Deprem bitmişti ama şimdi herkes yakınlarını düşünüyordu. Haber alabilmek için telefonlara sarılmıştık ama onlarda depreme uğramıştı. Depremden on dakika önce Mesutlarla konuşmuştuk daha onlar Urla'dan çıkmamıştı hemen onlara ulaştık gelmemelerini söylemek için. Telefonlar susmuyordu. kısa zamanda yakın çevremizden iyi haberleri alarak rahatladık. Aldığımız haberlerden büyük yıkımın en çok Bayraklı ve Bornova'da olduğunu öğrendik. Meftun'lar Karşıyaka'da oturuyordu ve Bayraklı'da Karşıyaka'dan ayrılarak ilçe yapılmıştı. Biraz dinlendikten sonra tekrar geldiğimiz yoldan vapur ile Karşıyaka'ya geçtik. Biz geçtikten sonra vapurlarda çalışmamıştı. Tsunami haberleri geliyordu. Gemiden inip eve doğru yürümeye başladık. Dükkanlarda bayağı hasar vardı raflar devrilmiş her şey kırılıp dökülmüştü. Eve geldiğimizde hemen dışardan binaya bakıldı ufak tefek sıva çatlakları vardı . Dış kapının üzerindeki başlık kırılmış merdivenin karşısındaki duvarda üst kata kadar uzayan sıva çatlağı oluşmuştu. Evin kapısını açarken hepimiz evin içini merak ediyorduk. acaba bir şey olmuş muydu. Kapıyı açtığımızda yerlerin çam kırıkları ve pirinç taneleri ile dolu olduğunu gördük. Mutfak dolabındaki kavanozlar kırılmış her şey etrafa saçılmıştı. Evde daha fazla kalamazdık üzerimize bir şeyler alıp dışarı çıktık. Evin otoparkında biraz istişare yaptık. Ertesi gün olan cumartesi sabahı erkenden Mesutlara Urla'ya gidecek ve bütün gün orada olacaktık, depremden sonra Urla'ya Mesutlara gitmeye karar verdik.

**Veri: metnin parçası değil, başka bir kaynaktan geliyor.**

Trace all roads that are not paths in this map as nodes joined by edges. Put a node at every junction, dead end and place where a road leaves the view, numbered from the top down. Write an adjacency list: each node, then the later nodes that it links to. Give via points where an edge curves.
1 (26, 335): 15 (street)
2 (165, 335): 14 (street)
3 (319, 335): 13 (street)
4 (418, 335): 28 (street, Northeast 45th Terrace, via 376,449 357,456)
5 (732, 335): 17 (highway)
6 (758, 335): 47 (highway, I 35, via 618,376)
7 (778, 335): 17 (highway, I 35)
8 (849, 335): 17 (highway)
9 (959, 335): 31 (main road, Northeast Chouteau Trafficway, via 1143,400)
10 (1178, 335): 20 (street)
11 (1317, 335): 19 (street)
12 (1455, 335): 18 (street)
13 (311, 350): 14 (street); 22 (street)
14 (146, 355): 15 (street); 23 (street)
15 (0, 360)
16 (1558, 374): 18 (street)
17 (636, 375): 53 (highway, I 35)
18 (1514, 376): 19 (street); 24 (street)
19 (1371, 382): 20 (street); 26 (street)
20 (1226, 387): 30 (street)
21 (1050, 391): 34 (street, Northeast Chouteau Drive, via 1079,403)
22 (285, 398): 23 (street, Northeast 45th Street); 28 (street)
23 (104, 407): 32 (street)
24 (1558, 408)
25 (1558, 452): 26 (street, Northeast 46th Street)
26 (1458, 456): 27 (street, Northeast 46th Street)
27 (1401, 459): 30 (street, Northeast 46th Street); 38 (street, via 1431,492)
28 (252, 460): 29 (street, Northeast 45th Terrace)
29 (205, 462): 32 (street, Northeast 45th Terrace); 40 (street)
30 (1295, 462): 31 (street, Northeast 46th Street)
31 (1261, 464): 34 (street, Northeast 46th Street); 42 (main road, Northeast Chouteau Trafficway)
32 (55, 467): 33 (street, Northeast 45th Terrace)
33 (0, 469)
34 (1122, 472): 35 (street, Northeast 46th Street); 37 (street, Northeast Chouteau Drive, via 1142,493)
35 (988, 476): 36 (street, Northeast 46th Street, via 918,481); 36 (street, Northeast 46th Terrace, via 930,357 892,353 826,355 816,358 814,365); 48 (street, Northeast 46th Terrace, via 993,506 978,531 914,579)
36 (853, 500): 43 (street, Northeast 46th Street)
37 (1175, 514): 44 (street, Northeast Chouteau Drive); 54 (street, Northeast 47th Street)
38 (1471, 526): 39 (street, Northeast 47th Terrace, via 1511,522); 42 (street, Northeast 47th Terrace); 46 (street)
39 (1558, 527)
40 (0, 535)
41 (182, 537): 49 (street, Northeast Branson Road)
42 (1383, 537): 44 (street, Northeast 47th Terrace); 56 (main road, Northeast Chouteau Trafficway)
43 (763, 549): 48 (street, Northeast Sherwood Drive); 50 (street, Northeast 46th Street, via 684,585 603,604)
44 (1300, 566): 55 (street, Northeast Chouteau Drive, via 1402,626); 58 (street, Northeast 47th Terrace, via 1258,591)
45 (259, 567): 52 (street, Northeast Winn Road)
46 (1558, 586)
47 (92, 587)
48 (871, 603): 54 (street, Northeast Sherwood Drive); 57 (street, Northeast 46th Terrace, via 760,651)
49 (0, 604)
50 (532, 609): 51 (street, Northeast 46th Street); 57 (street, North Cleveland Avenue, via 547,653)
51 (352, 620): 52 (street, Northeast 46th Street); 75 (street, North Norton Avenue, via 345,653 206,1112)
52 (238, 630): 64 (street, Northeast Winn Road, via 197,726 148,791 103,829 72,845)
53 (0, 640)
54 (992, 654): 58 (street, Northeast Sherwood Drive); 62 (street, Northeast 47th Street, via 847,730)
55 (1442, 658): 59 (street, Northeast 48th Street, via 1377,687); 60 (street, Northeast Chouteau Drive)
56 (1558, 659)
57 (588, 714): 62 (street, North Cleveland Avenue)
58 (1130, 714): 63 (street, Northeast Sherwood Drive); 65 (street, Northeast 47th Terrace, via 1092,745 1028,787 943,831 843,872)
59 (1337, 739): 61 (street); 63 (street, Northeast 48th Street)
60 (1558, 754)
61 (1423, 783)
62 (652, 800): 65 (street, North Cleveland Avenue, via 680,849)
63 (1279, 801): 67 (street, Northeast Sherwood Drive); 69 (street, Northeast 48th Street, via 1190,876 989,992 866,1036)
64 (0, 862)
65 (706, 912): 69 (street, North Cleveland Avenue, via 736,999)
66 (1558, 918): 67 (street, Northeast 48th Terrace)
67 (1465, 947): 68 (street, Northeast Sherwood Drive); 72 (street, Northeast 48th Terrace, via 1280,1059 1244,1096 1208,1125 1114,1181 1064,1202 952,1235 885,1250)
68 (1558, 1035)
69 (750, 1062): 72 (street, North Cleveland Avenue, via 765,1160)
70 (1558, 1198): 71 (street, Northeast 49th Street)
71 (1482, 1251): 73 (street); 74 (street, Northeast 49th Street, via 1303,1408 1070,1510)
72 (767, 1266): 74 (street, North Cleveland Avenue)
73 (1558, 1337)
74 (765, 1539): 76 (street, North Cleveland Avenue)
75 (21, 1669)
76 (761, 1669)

Trafik felçti. Herkes bir yere gidiyordu. Anonslar trafiğe çıkılmaması yönünde idi ama kimse dinlemiyordu. Biz de dinlemedik ve Urla'ya doğru yola çıktık. Yaklaşık iki saatte Urla'ya vardık. Otobandan çıkıp Urla'ya Mesutlara döndüğümüzü zannetmiştik ama sanki yine İzmir'e doğru gidiyorduk neyse ki İzmir'e varmadan yanlış yolda olduğumuzu anladık ve tekrar geri dönerek Mesutlara geldik. Mesut'lar bahçe içinde tek katlı çok güzel bir evde oturuyorlardı. Hem depreme karşıda güvenliydi. Mangal yanıyordu ve bu kadar olaydan sonra herkes acıkmıştı, yani hayat devam ediyordu. Mangal partisinden sonra hava biraz serinlemişti hemen bahçede ateş yakıp etrafında sıcak sohbetimize başladık ve uzun saatler günün kritiğini yaptık. Sağ olsun kardeşim bizi çok güzel ağırladı.
Ertesi gün sabah kahvaltısından sonra Mesutların Urla'da deniz kenarında aldıkları yere uğradık ve oradan da Marika'nın Koyu denen koya gitmek üzere yola çıktık. Rüzgar güllerinin yanından geçerek Marika'ya vardık. Hava bayağı serindi koyun güneş alan yerine gittik yine arabalardan masa sandalye yiyecek ve içeceklerimizi aldık ve deniz kenarında pikniğimiz başlamış oldu. Kumsal hayli kalabalık sayılırdı kimse denize girmeye cesaret edemiyordu ama gençler yine de güneşleniyordu. Tam o sırada sahilin bize uzak tarafında mayolu bir siluet belirdi sanki denize girecek gibi bir havası vardı. Kıyıda ayaklarını ıslattı elleri ile vücudunu suya alıştırmaya başladı bu arada ileriye doğru yürüyordu ve birden denize atladı. Biz merakla denizden nasıl çıkıp karaya doğru koşacak diye beklerken o gayet rahat bir şekilde yüzmeye başladı ve U şeklinde olan koyu dolaşmaya başladı. Adam açılışı yapınca gençler durur mu onlarda girdiler. Biz de gençtik ama biz giremedik.